═══ Given information ═══

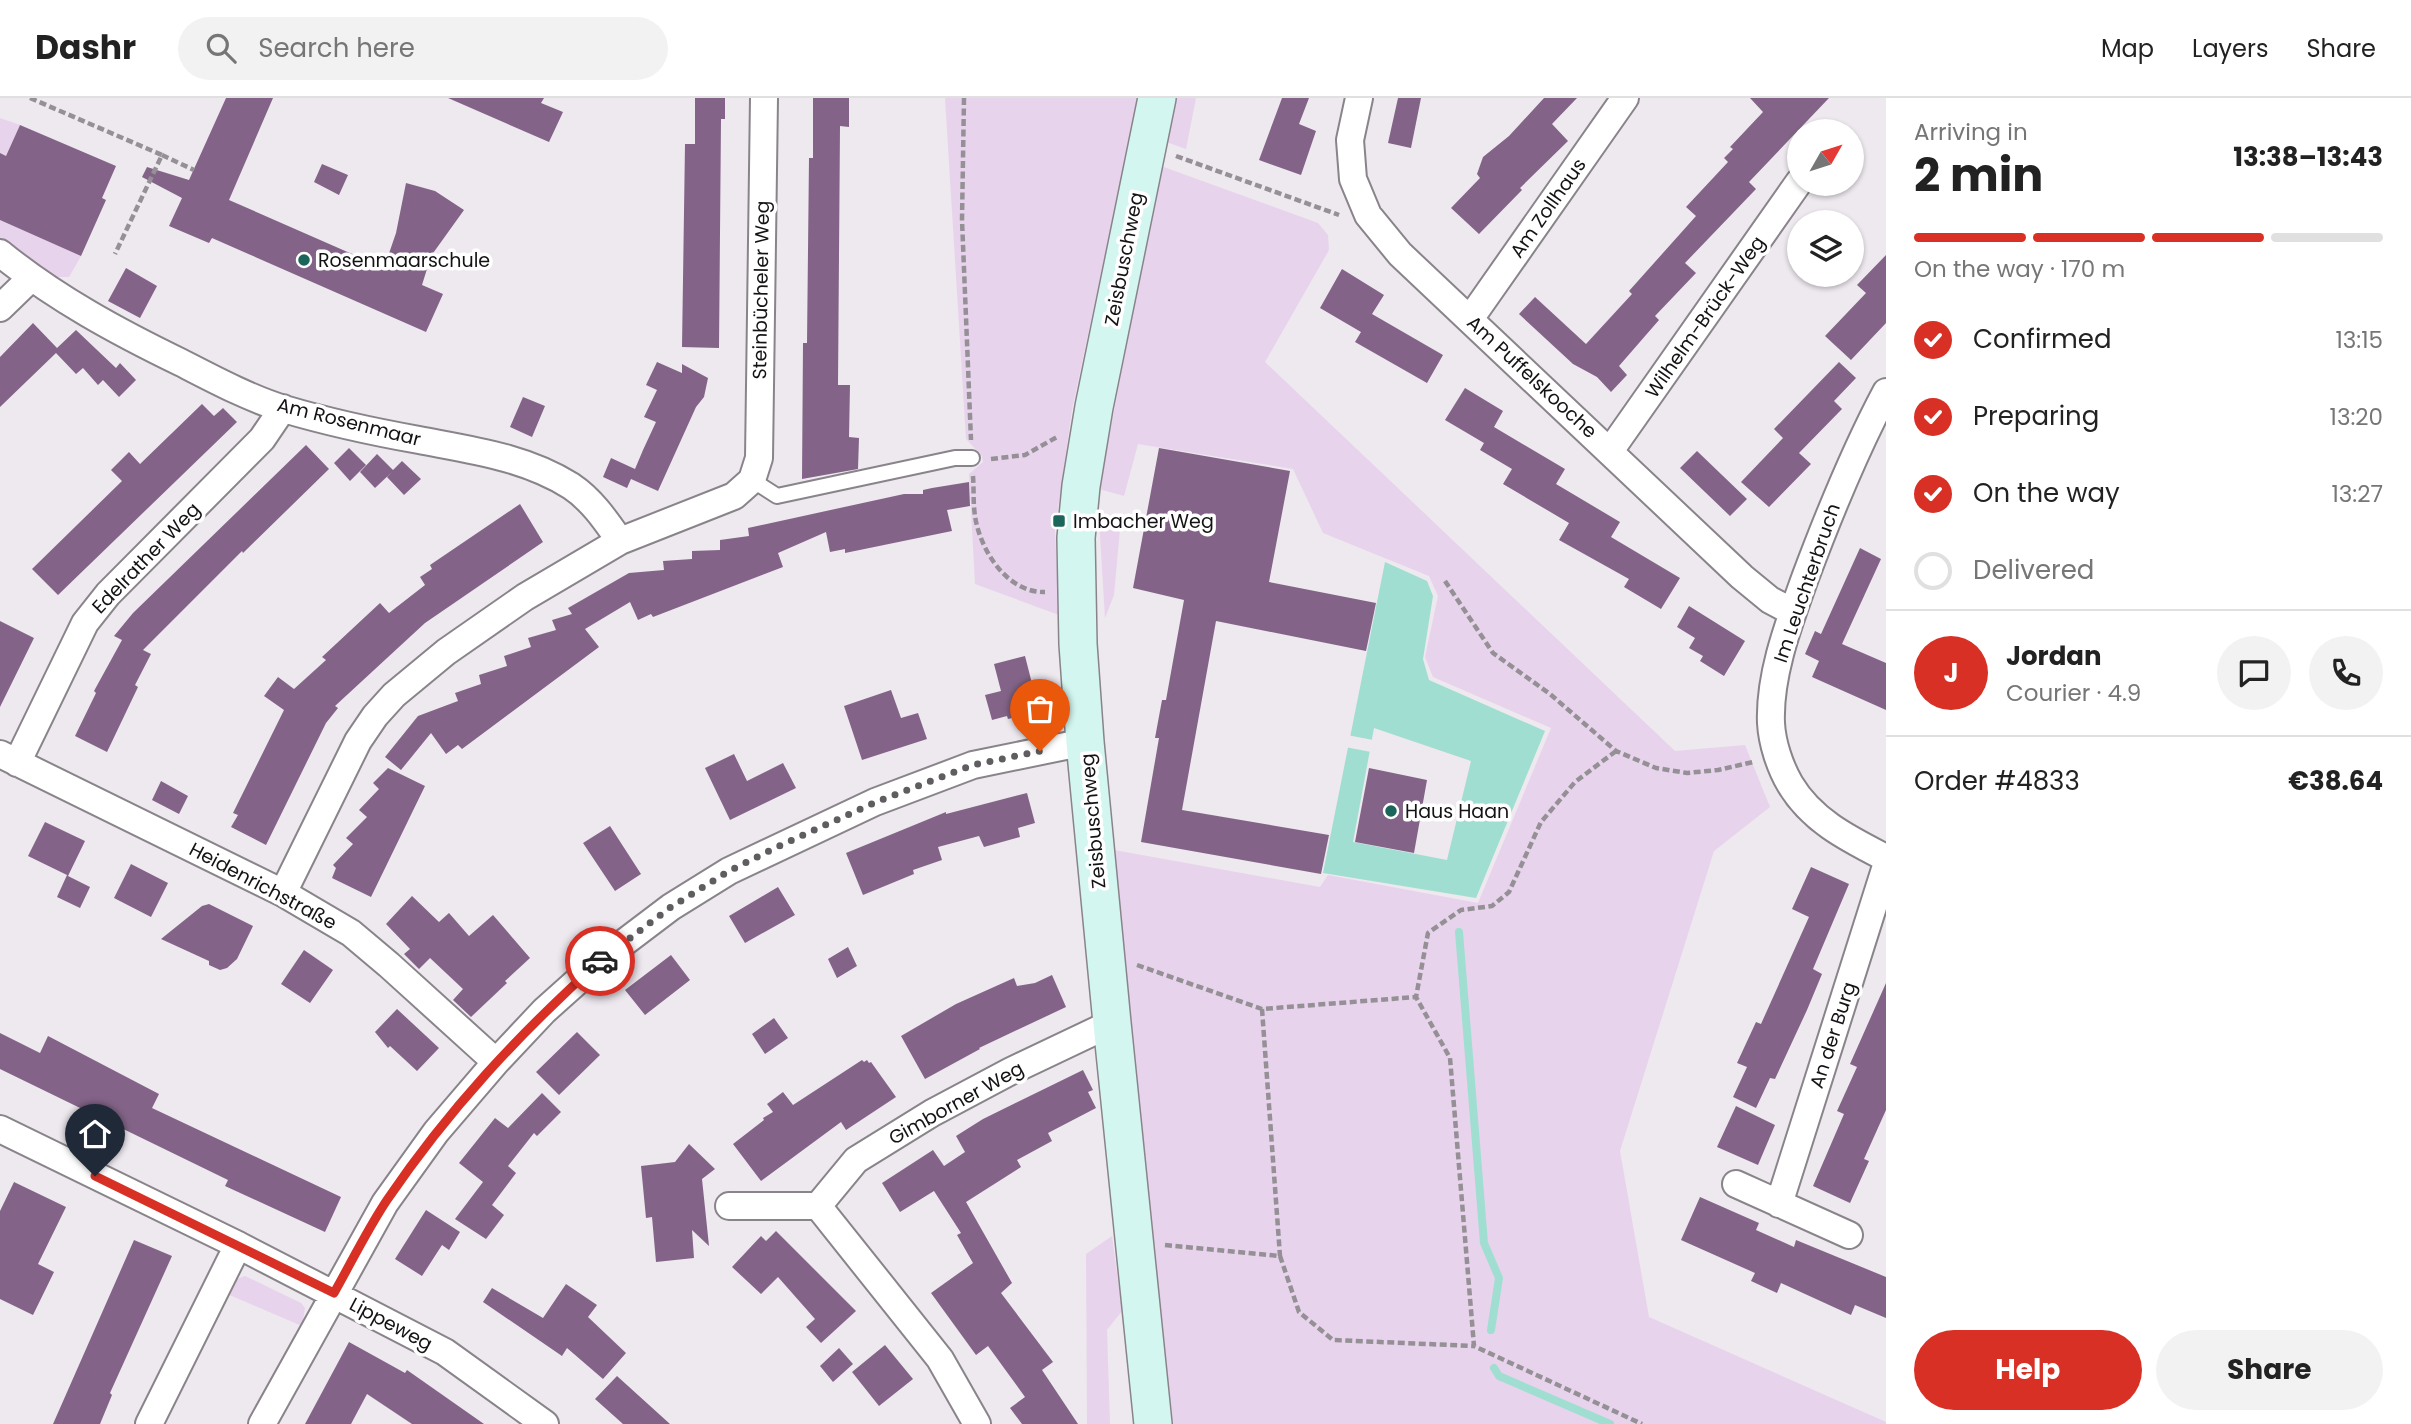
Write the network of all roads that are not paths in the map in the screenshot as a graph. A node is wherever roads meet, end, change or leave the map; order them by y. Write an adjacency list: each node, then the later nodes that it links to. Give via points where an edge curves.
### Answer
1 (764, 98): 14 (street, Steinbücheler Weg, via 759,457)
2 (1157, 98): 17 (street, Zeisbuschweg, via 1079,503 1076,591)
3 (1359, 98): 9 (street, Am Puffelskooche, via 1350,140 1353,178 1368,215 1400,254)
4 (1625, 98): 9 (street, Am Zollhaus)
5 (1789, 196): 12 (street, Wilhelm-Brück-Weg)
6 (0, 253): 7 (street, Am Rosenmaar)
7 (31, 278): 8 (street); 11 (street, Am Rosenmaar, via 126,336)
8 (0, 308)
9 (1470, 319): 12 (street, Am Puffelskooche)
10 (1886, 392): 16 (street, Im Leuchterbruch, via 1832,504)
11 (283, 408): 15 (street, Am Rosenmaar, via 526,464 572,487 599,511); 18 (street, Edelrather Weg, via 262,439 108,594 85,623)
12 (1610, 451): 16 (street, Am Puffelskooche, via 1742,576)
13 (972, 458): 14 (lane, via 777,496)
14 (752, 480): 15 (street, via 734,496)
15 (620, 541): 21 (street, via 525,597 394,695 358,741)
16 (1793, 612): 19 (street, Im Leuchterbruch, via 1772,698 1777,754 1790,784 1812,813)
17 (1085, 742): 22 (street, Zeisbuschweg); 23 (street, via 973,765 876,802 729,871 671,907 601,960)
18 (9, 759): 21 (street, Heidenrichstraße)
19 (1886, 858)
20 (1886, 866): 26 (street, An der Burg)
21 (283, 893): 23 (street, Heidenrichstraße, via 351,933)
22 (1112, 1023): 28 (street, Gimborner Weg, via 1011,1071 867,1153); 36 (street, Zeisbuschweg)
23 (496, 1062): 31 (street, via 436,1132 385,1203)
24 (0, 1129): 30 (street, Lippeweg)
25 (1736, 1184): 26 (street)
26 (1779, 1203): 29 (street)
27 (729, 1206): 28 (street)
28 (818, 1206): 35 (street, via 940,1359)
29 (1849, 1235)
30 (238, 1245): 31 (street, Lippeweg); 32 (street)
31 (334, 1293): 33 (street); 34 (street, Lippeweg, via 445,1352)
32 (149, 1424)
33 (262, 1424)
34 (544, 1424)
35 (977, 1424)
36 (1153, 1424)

═══
═══ Given information ═══

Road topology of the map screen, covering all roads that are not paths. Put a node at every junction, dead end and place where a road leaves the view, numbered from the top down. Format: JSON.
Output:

═══
═══ Given information ═══

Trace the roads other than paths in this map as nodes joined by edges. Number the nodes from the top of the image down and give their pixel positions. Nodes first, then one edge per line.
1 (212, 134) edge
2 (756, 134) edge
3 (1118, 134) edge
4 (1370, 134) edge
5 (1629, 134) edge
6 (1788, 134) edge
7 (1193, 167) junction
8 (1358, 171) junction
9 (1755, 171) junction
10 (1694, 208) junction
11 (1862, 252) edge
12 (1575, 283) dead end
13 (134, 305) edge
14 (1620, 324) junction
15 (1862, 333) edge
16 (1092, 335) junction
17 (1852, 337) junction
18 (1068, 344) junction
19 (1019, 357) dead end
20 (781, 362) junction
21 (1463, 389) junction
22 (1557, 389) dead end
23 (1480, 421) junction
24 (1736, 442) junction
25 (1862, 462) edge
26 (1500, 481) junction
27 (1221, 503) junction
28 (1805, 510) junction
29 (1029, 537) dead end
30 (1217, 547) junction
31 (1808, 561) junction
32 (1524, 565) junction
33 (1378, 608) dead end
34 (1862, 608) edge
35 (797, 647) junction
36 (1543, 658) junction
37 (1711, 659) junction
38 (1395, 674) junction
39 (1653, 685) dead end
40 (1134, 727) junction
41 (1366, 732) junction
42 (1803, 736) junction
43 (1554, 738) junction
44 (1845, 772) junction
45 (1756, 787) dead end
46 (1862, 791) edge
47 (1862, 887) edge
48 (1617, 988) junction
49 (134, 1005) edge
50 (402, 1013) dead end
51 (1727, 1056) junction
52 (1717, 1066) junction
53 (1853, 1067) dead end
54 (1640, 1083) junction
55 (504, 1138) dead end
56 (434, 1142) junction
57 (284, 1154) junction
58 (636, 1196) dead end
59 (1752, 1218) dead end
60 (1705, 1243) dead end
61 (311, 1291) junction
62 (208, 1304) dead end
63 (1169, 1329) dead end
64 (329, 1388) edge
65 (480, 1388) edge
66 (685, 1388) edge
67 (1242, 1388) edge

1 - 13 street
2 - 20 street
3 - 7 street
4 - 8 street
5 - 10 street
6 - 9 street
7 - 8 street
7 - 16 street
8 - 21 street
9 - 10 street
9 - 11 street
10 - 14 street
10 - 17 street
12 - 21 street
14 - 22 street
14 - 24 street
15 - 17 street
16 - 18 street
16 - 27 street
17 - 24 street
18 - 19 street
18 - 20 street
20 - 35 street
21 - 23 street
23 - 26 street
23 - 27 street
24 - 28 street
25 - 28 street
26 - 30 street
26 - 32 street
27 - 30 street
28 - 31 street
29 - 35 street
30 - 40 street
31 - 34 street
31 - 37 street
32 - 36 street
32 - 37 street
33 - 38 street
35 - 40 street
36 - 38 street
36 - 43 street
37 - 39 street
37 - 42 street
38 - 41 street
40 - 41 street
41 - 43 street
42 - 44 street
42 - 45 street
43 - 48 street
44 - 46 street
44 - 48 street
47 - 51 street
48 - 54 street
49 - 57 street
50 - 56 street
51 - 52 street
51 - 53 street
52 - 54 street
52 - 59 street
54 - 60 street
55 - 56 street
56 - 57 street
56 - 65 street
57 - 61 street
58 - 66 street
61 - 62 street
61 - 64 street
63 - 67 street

═══

What is needed —
In the entries above, find lines with "that" and copy each.

Exercise solution —
Write the network of all roads that are not paths in the map in the screenshot as a graph. A node is wherever roads meet, end, change or leave the map; order them by y. Write an adjacency list: each node, then the later nodes that it links to. Give via points where an edge curves.
Road topology of the map screen, covering all roads that are not paths. Put a node at every junction, dead end and place where a road leaves the view, numbered from the top down. Format: JSON.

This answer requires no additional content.